BEGIN Source data

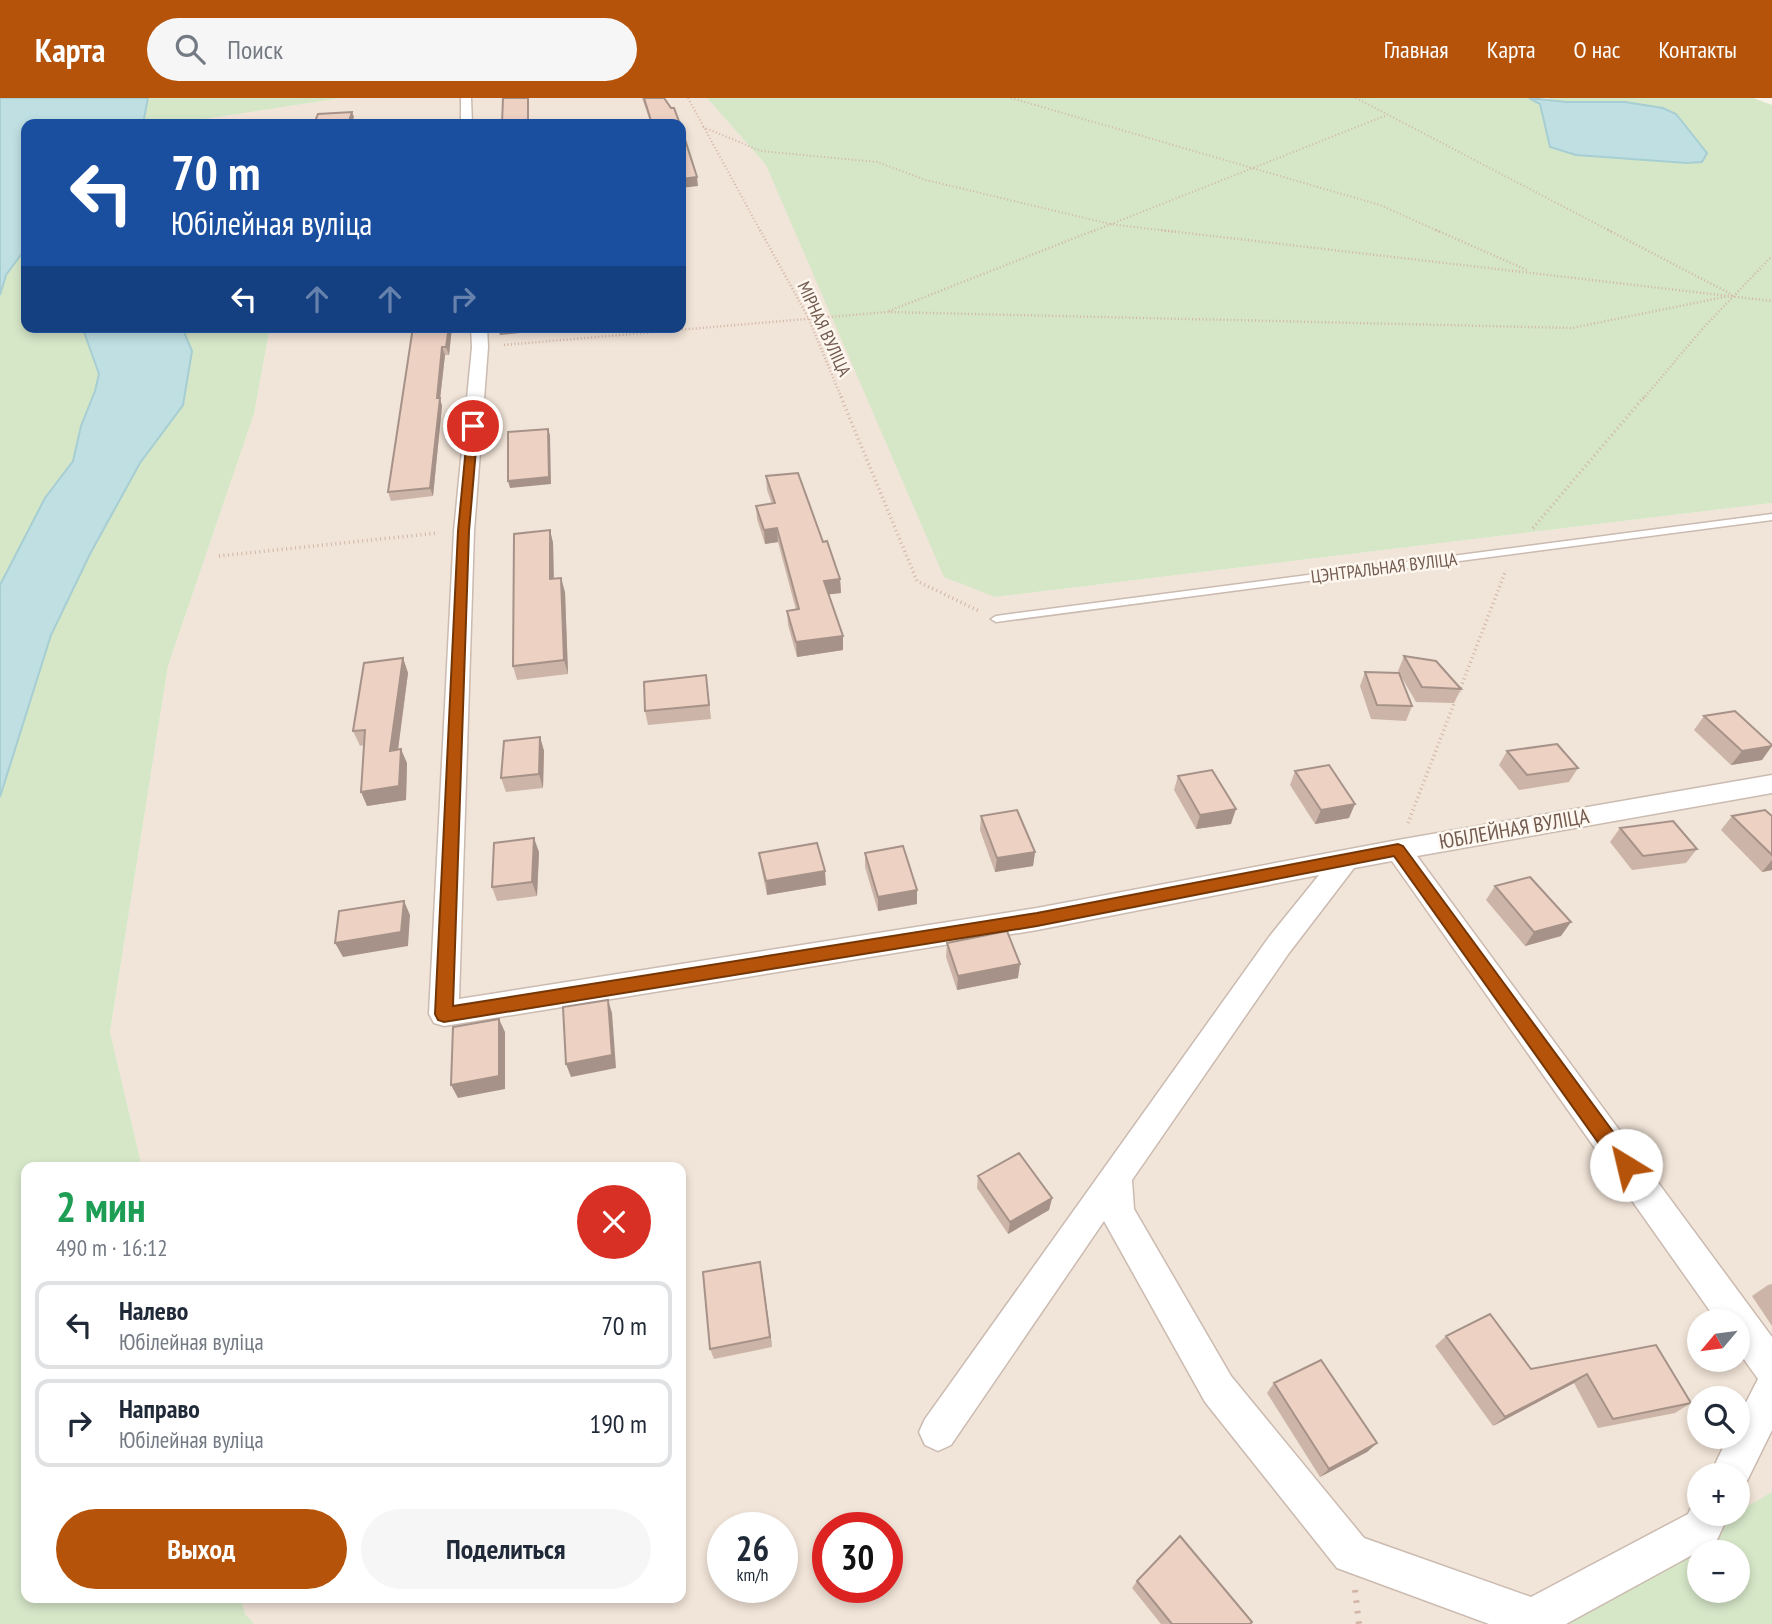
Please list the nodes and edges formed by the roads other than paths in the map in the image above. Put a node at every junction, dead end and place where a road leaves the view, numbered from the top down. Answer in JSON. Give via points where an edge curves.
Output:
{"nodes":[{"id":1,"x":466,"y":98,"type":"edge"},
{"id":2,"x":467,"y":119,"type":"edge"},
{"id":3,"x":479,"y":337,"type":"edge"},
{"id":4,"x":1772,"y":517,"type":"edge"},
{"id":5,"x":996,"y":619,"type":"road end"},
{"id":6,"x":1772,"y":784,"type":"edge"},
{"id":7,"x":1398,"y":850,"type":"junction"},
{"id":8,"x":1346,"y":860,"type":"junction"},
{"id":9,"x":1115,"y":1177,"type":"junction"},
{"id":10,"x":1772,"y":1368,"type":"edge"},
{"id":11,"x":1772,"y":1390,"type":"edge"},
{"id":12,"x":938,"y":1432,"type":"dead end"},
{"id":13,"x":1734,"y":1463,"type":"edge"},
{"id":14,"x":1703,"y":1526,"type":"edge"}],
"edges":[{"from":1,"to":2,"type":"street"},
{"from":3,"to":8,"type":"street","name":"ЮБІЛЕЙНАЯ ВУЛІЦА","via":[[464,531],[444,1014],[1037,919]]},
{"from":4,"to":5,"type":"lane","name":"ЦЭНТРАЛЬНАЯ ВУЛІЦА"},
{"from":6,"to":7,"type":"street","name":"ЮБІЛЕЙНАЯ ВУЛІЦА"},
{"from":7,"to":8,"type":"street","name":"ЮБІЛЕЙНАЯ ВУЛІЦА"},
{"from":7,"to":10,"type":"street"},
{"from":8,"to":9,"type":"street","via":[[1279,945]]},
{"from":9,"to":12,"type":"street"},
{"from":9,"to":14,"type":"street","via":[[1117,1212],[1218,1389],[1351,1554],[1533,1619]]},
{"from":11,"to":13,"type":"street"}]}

END Source data

● Your task
A verbatim reproduction of each entry is expected, with every picture omitted.

● Solution below
Please list the nodes and edges formed by the roads other than paths in the map in the image above. Put a node at every junction, dead end and place where a road leaves the view, numbered from the top down. Answer in JSON. Give via points where an edge curves.
Output:
{"nodes":[{"id":1,"x":466,"y":98,"type":"edge"},
{"id":2,"x":467,"y":119,"type":"edge"},
{"id":3,"x":479,"y":337,"type":"edge"},
{"id":4,"x":1772,"y":517,"type":"edge"},
{"id":5,"x":996,"y":619,"type":"road end"},
{"id":6,"x":1772,"y":784,"type":"edge"},
{"id":7,"x":1398,"y":850,"type":"junction"},
{"id":8,"x":1346,"y":860,"type":"junction"},
{"id":9,"x":1115,"y":1177,"type":"junction"},
{"id":10,"x":1772,"y":1368,"type":"edge"},
{"id":11,"x":1772,"y":1390,"type":"edge"},
{"id":12,"x":938,"y":1432,"type":"dead end"},
{"id":13,"x":1734,"y":1463,"type":"edge"},
{"id":14,"x":1703,"y":1526,"type":"edge"}],
"edges":[{"from":1,"to":2,"type":"street"},
{"from":3,"to":8,"type":"street","name":"ЮБІЛЕЙНАЯ ВУЛІЦА","via":[[464,531],[444,1014],[1037,919]]},
{"from":4,"to":5,"type":"lane","name":"ЦЭНТРАЛЬНАЯ ВУЛІЦА"},
{"from":6,"to":7,"type":"street","name":"ЮБІЛЕЙНАЯ ВУЛІЦА"},
{"from":7,"to":8,"type":"street","name":"ЮБІЛЕЙНАЯ ВУЛІЦА"},
{"from":7,"to":10,"type":"street"},
{"from":8,"to":9,"type":"street","via":[[1279,945]]},
{"from":9,"to":12,"type":"street"},
{"from":9,"to":14,"type":"street","via":[[1117,1212],[1218,1389],[1351,1554],[1533,1619]]},
{"from":11,"to":13,"type":"street"}]}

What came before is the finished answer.